我的话,显然超出了他们二十多年唯物主义教育的认知范畴。
“许南音,你”律师刚要开口劝我去看精神科。
我打断他:“王警官,你只需要回答我一个问题。如果我的推论成立,周巧巧是不是构成故意杀人、栽赃陷害、以及保险诈骗未遂?”
王警官沉默了很久,最终还是点了点头。
“那江召白呢?作为共犯,教唆并协助,他能逃的掉吗?”
“逃不掉。”
“好。”我站起身,“那我就给你们一个机会,一个把他们两个,连同那门恶毒的邪术,一起钉死在案卷上的机会。”
我提出了要求。
我要和周巧巧对质。
律师当场反对:“不行!她现在精神状态不稳定,万一伤到你”
“我就是要她伤我。”
我看着王警官,一字一句:“只有我和她都躺进医院,藏在幕后的江召白,才会安心的出现,不是吗?”

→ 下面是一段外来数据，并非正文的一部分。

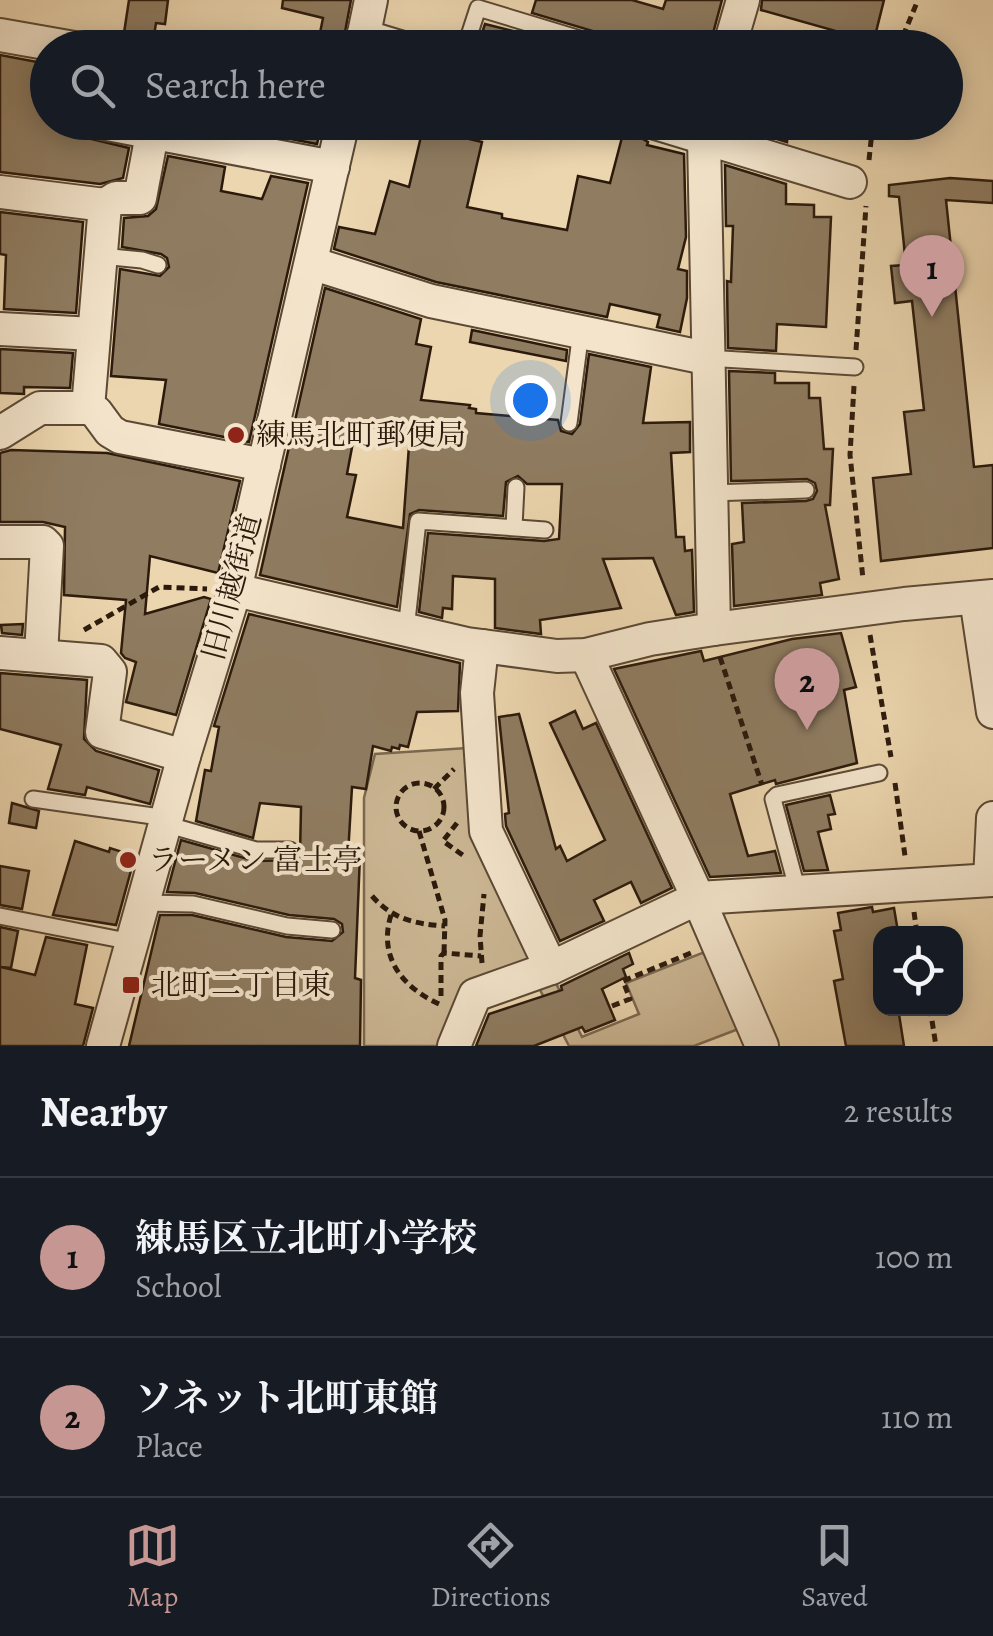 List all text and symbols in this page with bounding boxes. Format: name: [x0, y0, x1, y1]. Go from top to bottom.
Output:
search box: [30, 30, 963, 140]
icon: search: [65, 58, 120, 113]
text: Search here: [145, 59, 326, 111]
pin: 1: [900, 234, 964, 317]
your location: [505, 375, 556, 426]
place label: 練馬北町郵便局: [256, 415, 466, 455]
marker: 練馬北町郵便局: [225, 424, 247, 446]
street label: 旧川越街道: [193, 509, 271, 665]
pin: 2: [774, 648, 840, 730]
place label: ラーメン 富士亭: [148, 840, 362, 880]
marker: ラーメン 富士亭: [117, 849, 139, 871]
map controls: [873, 926, 963, 1016]
button: locate: [873, 926, 963, 1016]
place label: 北町二丁目東: [151, 965, 331, 1005]
marker: 北町二丁目東: [120, 974, 142, 996]
text: Nearby: [40, 1083, 167, 1140]
text: 2 results: [844, 1089, 953, 1133]
text: 練馬区立北町小学校: [135, 1212, 477, 1264]
text: 1: [67, 1235, 78, 1279]
text: 100 m: [875, 1235, 953, 1279]
text: School: [135, 1264, 222, 1308]
text: ソネット北町東館: [135, 1372, 438, 1424]
text: 2: [65, 1395, 80, 1439]
text: 110 m: [881, 1395, 953, 1439]
text: Place: [135, 1424, 203, 1468]
tab: Map: [125, 1518, 180, 1616]
tab: Directions: [431, 1518, 551, 1616]
tab: Saved: [801, 1518, 868, 1616] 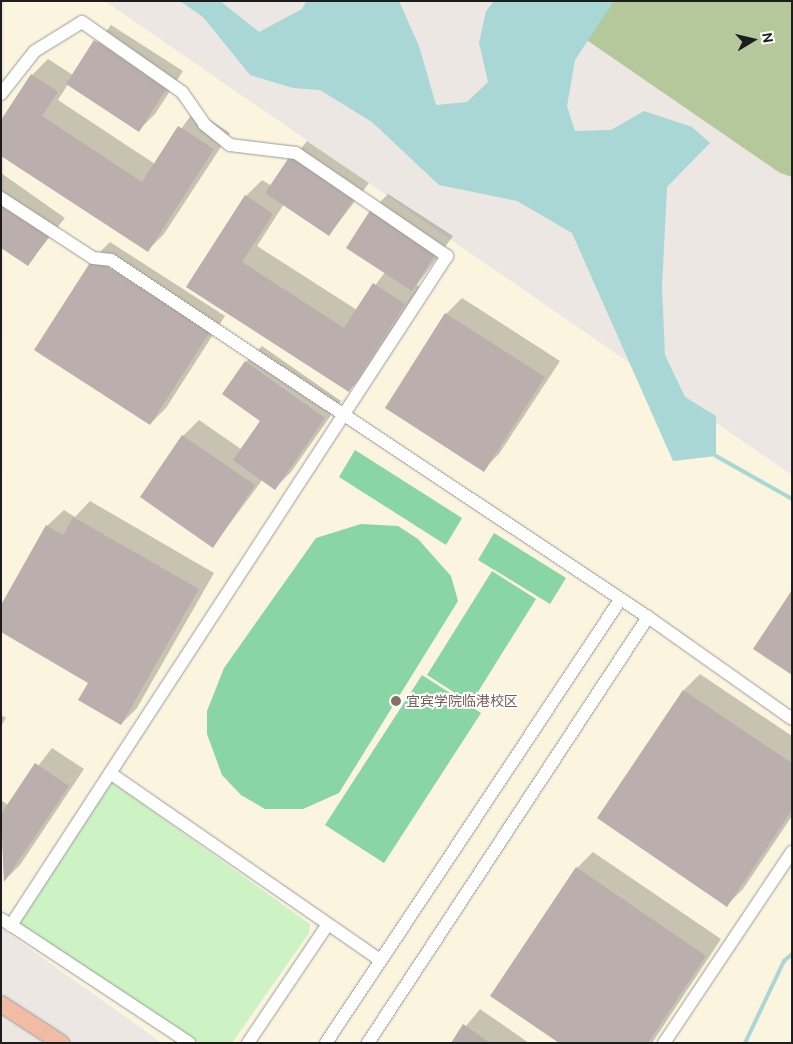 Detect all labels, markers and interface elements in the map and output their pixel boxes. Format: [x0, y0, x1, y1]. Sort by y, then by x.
north arrow [728, 15, 778, 65]
text: N [759, 31, 777, 44]
place label: 宜宾学院临港校区 [406, 693, 518, 709]
marker: 宜宾学院临港校区 [390, 695, 402, 707] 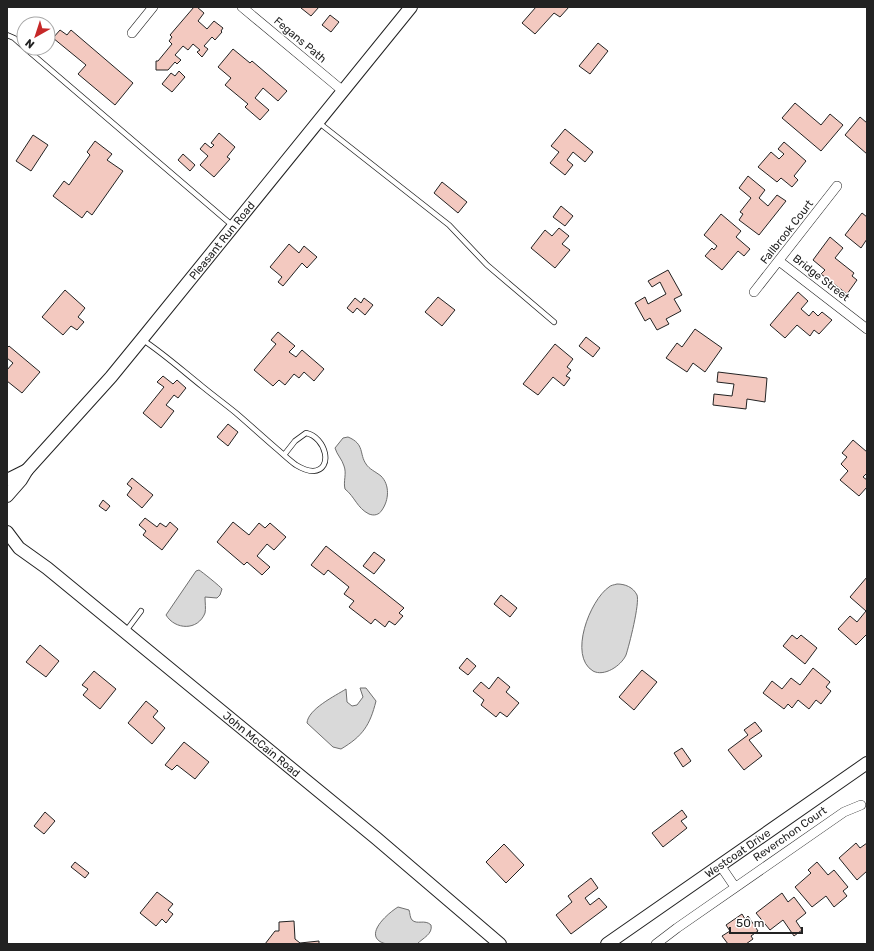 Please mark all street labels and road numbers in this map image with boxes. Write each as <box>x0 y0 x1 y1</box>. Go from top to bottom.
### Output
street label: Fegans Path <box>271 14 329 66</box>
street label: Fallbrook Court <box>758 197 816 267</box>
street label: Pleasant Run Road <box>186 199 257 282</box>
street label: Bridge Street <box>790 252 852 304</box>
street label: John McCain Road <box>220 709 303 779</box>
street label: Reverchon Court <box>751 803 830 864</box>
street label: Westcoat Drive <box>702 826 773 880</box> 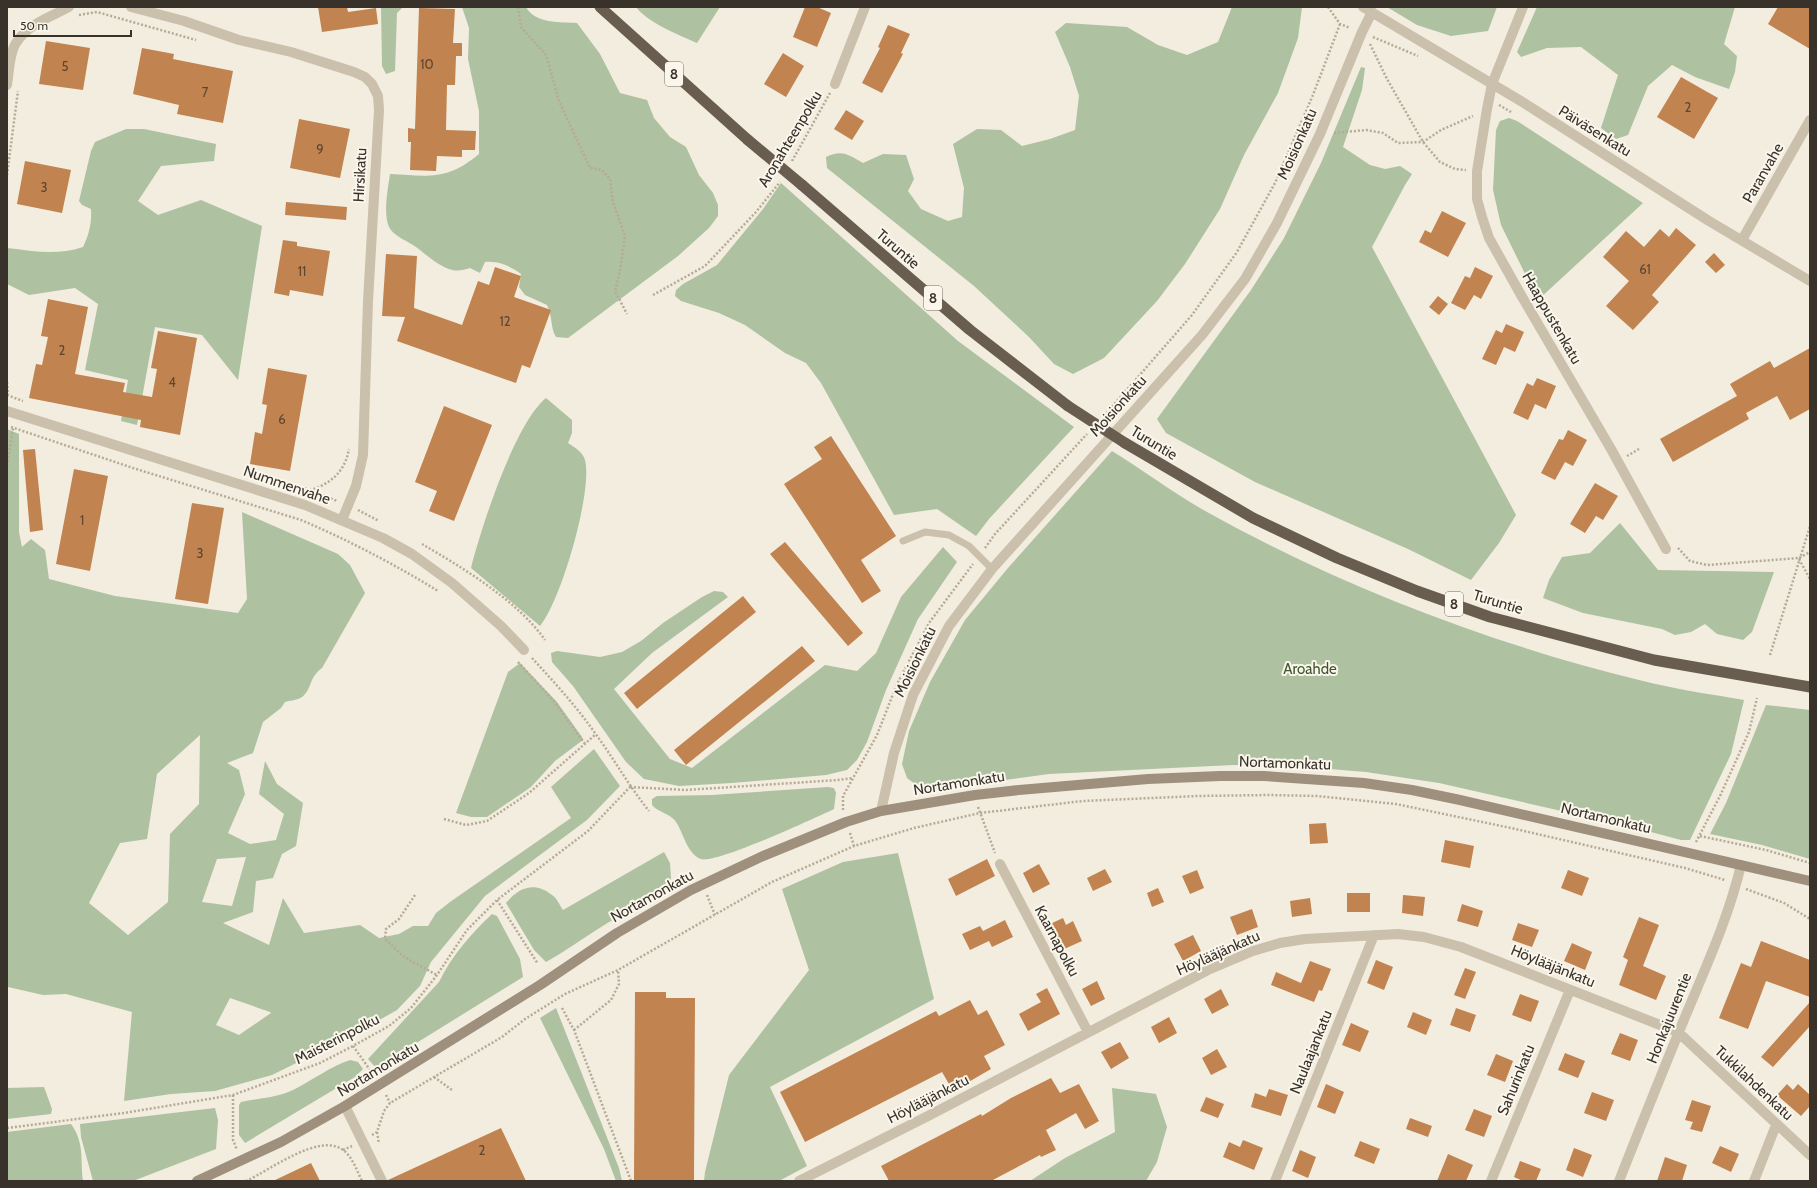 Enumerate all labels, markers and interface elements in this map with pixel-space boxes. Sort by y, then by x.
scale bar [14,12,131,38]
text: 50 m [20,18,48,33]
house number: 10 [420,56,434,72]
house number: 5 [61,58,69,74]
road number: 8 [665,62,683,86]
house number: 7 [202,84,209,100]
street label: Aronahteenpolku [754,88,826,190]
house number: 2 [1685,99,1692,115]
street label: Päiväsenkatu [1555,102,1635,160]
street label: Moisionkatu [1273,106,1321,182]
street label: Paranvahe [1739,140,1787,206]
house number: 9 [316,141,324,157]
street label: Hirsikatu [350,147,370,203]
house number: 3 [40,179,48,195]
street label: Turuntie [873,225,924,273]
house number: 61 [1639,261,1651,277]
house number: 11 [298,263,306,279]
street label: Haappustenkatu [1518,269,1586,367]
road number: 8 [924,286,942,310]
house number: 12 [499,313,511,329]
house number: 2 [59,342,66,358]
street label: Moisionkatu [1086,372,1150,440]
house number: 4 [168,374,176,390]
house number: 6 [278,411,286,427]
street label: Turuntie [1127,422,1181,464]
street label: Nummenvahe [241,462,333,508]
house number: 1 [80,512,84,528]
house number: 3 [196,545,204,561]
street label: Turuntie [1471,586,1525,618]
road number: 8 [1445,592,1463,616]
street label: Moisionkatu [890,624,940,700]
park label: Aroahde [1283,660,1337,678]
street label: Nortamonkatu [1239,752,1331,774]
street label: Nortamonkatu [912,767,1006,799]
street label: Nortamonkatu [1559,799,1653,837]
street label: Nortamonkatu [607,866,697,926]
street label: Kaarnapolku [1031,902,1083,980]
street label: Höylääjänkatu [1174,927,1262,979]
street label: Höylääjänkatu [1508,941,1598,991]
street label: Honkajuurentie [1643,970,1695,1066]
street label: Naulaajankatu [1286,1007,1336,1097]
street label: Maisterinpolku [292,1010,382,1068]
street label: Nortamonkatu [334,1038,422,1100]
street label: Sahurinkatu [1494,1042,1538,1118]
street label: Tukkilahdenkatu [1711,1042,1797,1124]
street label: Höylääjänkatu [884,1071,972,1127]
house number: 2 [479,1142,486,1158]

王警官没有立刻答应,他只是深深的看了我一眼,转身走了出去。
半小时后,我被带到了另一间审讯室。
周巧巧已经换上了一身干净的囚服,头发也梳理过,只是那张苍白的脸上,再也没有了往日的楚楚可怜,只剩下一种破罐子破摔的阴鸷。
她看见我,竟然笑了。
“南音,我就知道,你舍不得我一个人。”
“是啊。”我拉开她对面的椅子坐下,“毕竟,没了我这个垃圾桶,你那些见不得人的垃圾,该往哪儿倒呢?”
她脸上的笑容僵住了。
“你什么意思?”
“我什么意思?”我学着她的样子,歪了歪头,“意思就是,你除了会哭,会抢,还会什么?哦,忘了,你还会杀人。业务范围还挺广。”
“许南音!”她猛的拍了一下桌子。
“别叫这么大声。”我掏了掏耳朵,“你是不是觉得,只要跪下,全世界都得给你让路?可惜了,这是警局,不是你家灵堂,没人吃你那一套。”
两世的恨意,压抑在我胸口,像一座即将喷发的火山。
我站起身,绕过桌子,走到她面前。
“啪——”
一个清脆的耳光,我用尽了全身的力气。
周巧巧被打的偏过头去,嘴角渗出了血丝。
她没有哭,也没有闹,只是缓缓的转过头,用一种极其诡异的表情看着我。
她又笑了。
“许南音,你还是这么蠢。”
话音未落,她猛的抓住桌上那支供她签字画押的钢笔,用一种我从未见过的狠戾,以迅雷不及掩耳之势,狠狠刺向我的脖子。
一切都发生的太快了。
冰冷的笔尖刺入皮肉,温热的血瞬间涌了出来。
我感觉到一阵天旋地转,身体软软的倒了下去。
在意识模糊的最后一刻,我看见周巧巧拔出那支沾满我鲜血的钢笔,毫不犹豫的,又狠狠扎进了自己的大腿。
她对自己,比对我更狠。
门被撞开,警察们冲了进来,一片混乱。
我看着同样被抬上担架的周巧巧,她隔着人群,向我投来一个笑脸。
我也笑了。
鱼儿,终于上钩了。
我对匆忙赶来的王警官,用尽最后的力气,虚弱的吐出几个字。
“警官通知我爸妈带上最好的录像设备。”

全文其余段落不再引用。